К нашему приезду солдаты без оружия, - как я уже заметил, они были обезоружены, - стояли, выстроившись, около небольшой походной церкви. Командир корпуса предупредил меня, что настроение в батальоне дурное. Я поздоровался с выстроенными и затем {275} пригласил их войти в церковь, где облачившись начал служение молебна о ниспослании Божией помощи. В конце молебна, когда души воинов умиротворились молитвою, я обратился к ним со словом. Я начал осторожно с разъяснения высоты воинского подвига, представил ряд примеров самоотверженного исполнения воинского долга, потом коснулся славной истории полка, принесшего в течение этой войны множество жертв, обязывающих всякого, кто остался в живых, продолжить подвиг павших, чтобы не обесценить пролитой ими крови. Когда я заметил, что внимание моих слушателей достаточно напряжено, а сознание виновности уже возбуждено, - я взял тогда более решительный тон, заговорив об измене, как величайшем преступлении. Я не жалел красок, чтобы ярче представить тяжесть и гнусность совершенного батальоном проступка.
– Вы послушались врагов Родины, немецких шпионов, наполняющих Ригу, и разных предателей, которые хотят погубить нашу державу. Вы, доверившись им, изменили присяге; вы не поддержали в бою братьев своих, которые за вашу измену заплатили лишними жертвами, лишней кровью.
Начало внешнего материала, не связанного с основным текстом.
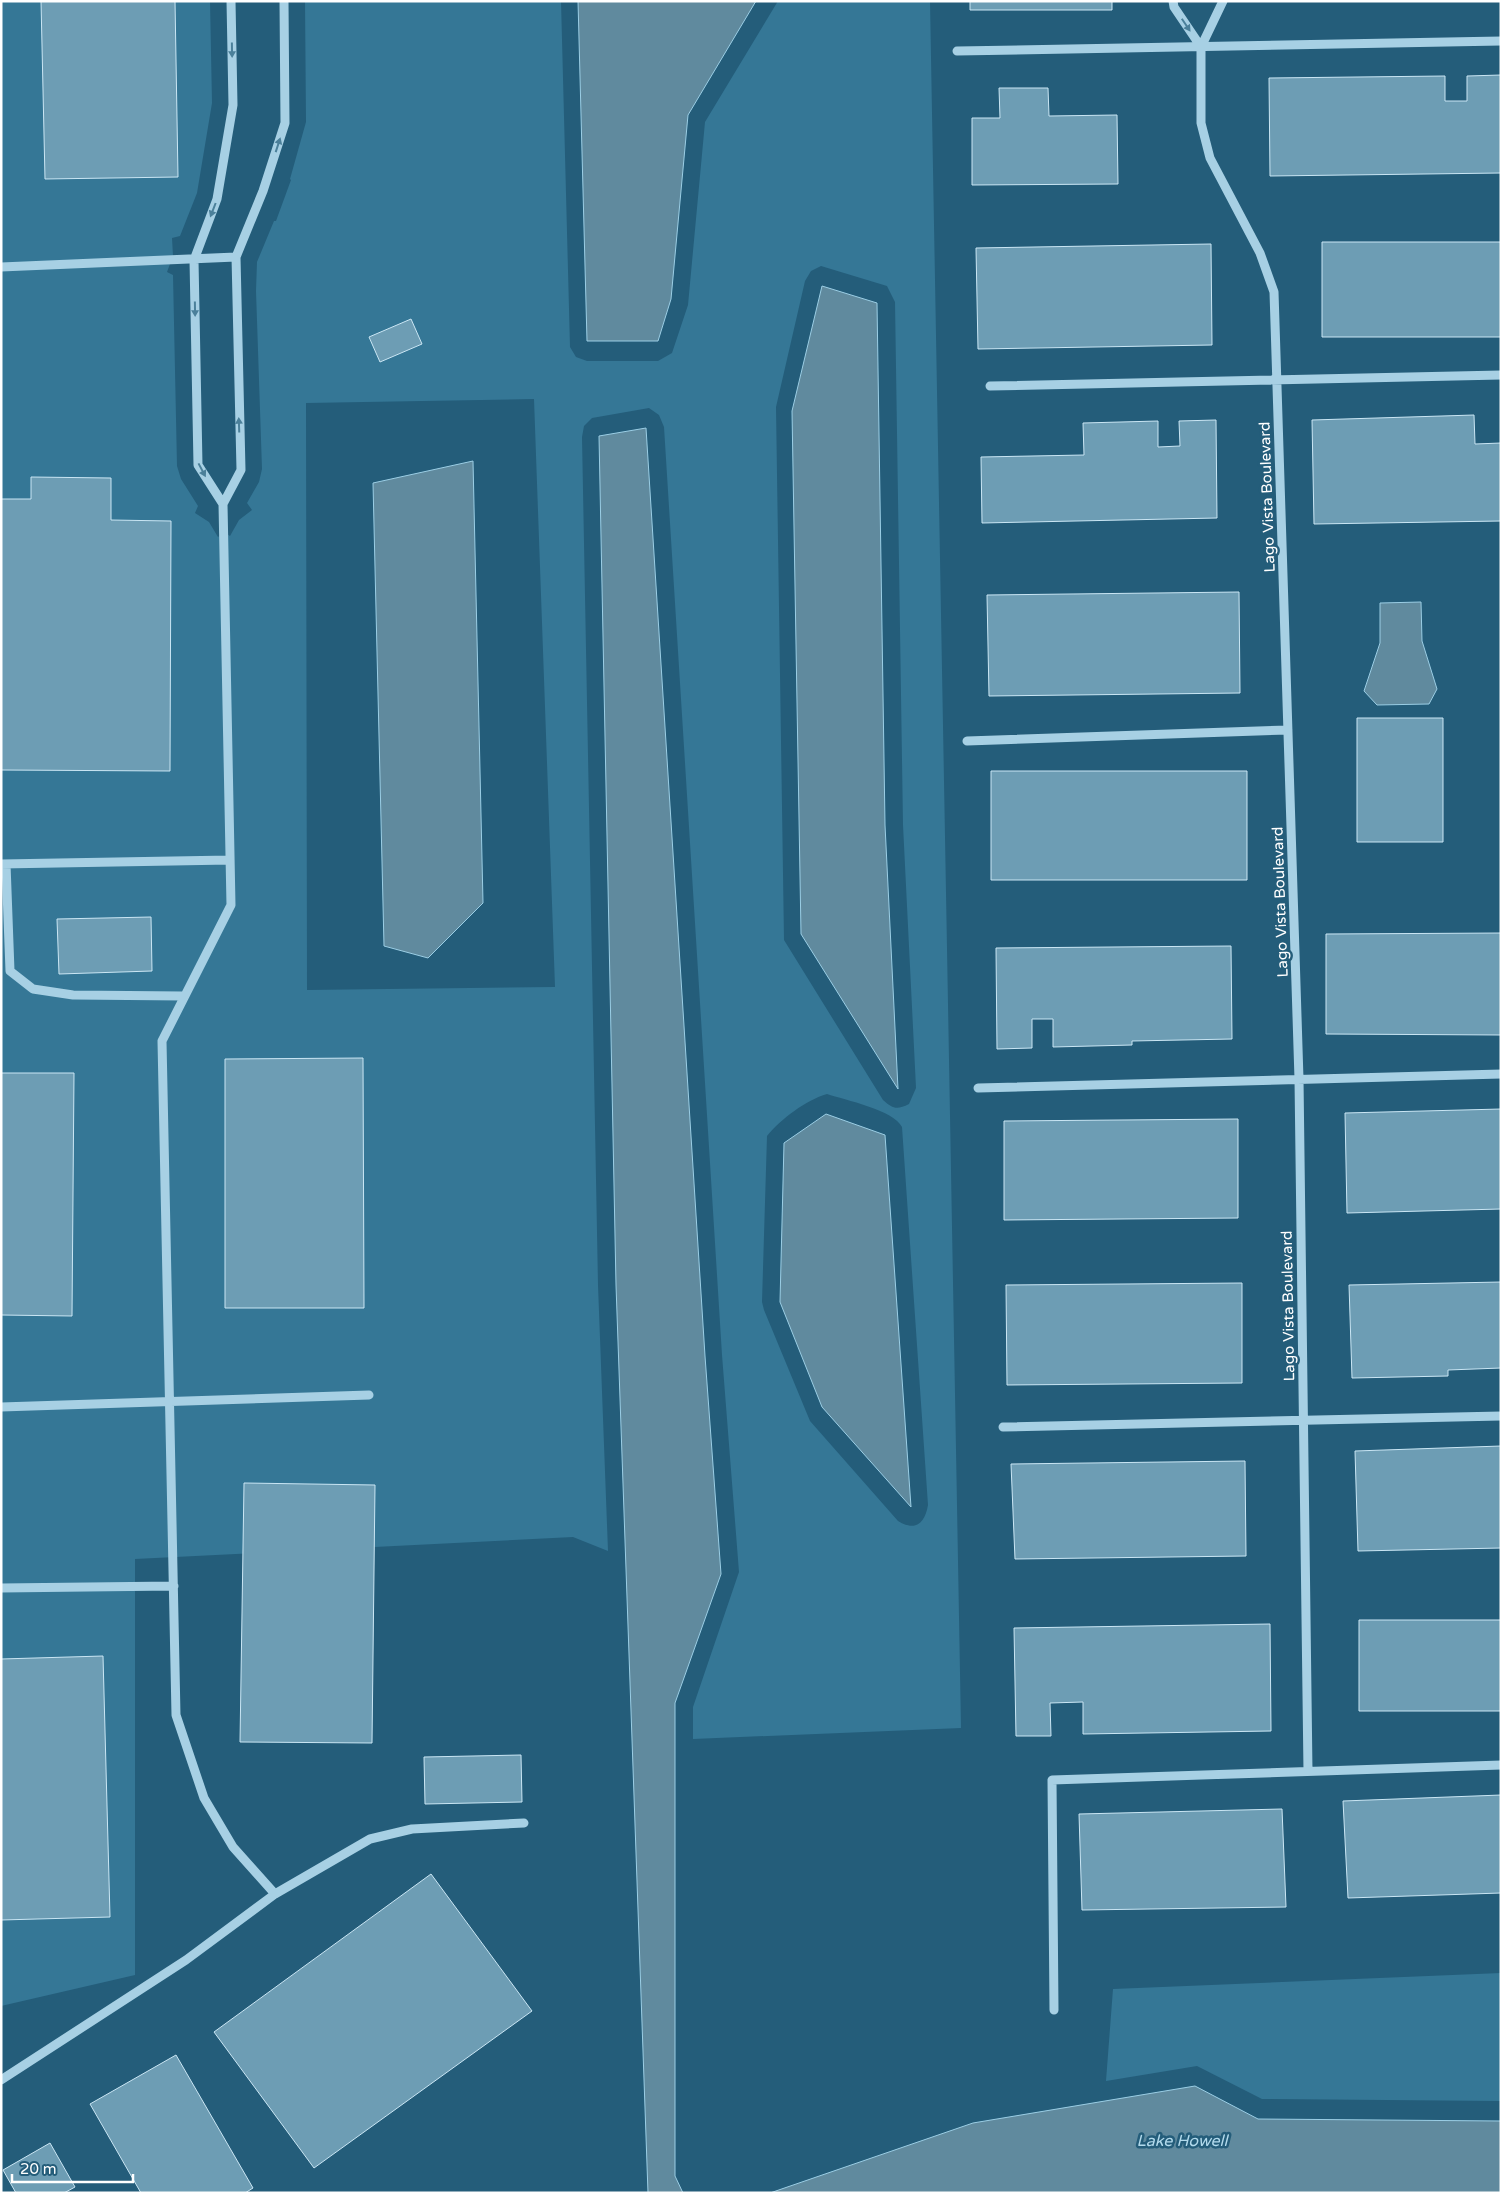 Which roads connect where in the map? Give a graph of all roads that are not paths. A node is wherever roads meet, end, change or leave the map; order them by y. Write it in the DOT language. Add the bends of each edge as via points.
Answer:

Вы опозорили свой родной, славный полк. Чего достигли вы? Враги наши скажут о вас: "какие-то изменники, негодяи пробовали своей изменой помочь нам, но другие, честные русские полки устояли и не позволяли нам достичь успеха". Родина жестоко осудит вас. Ваши же родители, с благословением отпускавшие вас для честной службы, ваши близкие родные могут лишь проклятием ответить вам на вашу измену. Ваши павшие доблестные товарищи, когда вы там на небе встретитесь с ними, с отвращением отвернутся от вас. Ужель с изменой на лицах, с проклятием на головах ваших вы сможете спокойно жить на земле? Ужель радости и счастье могут быть уделом изменника, проклятого? Поймите, что сделали вы! Кайтесь в своем тяжком грехе! Загладьте его!
{276} Сопровождавшие меня офицеры потом говорили мне:
– Мы боялись за вас, как бы они за вашу слишком прямую и резкую речь не набросились на вас.
Но мой расчет оказался верным. Речь моя задела моих слушателей за живое. Слезы их были ответом на мои резкие укоры и обвинения.
– Что же скажу я о вас Государю, когда вернусь и увижу его? Могу ли я сказать, что вы сознали свой грех, раскаиваетесь в нем и не повторите его?
– обратился я к ним.
– Скажите, скажите!
– послышалось со всех сторон.
– Это не слова? Обещаете вы быть добрыми воинами?
– Обещаем, обещаем!
– А не изменниками, не трусами?..
– Нет, нет!
– Помните, что в храме перед крестом даете вы такое обещание! Идите же и в знак обещания целуйте крест!..
Один за другим, тихо и молча, с серьезными лицами, иные - с заплаканными глазами стали подходить воины ко кресту. У меня самого сердце разрывалось на части от такого покаянного зрелища. Вообще, бесконечно тяжела обязанность пастыря звать других на подвиг смерти. В данном же случае мне приходилось звать к усиленному подвигу, которым провинившиеся должны были загладить преступление.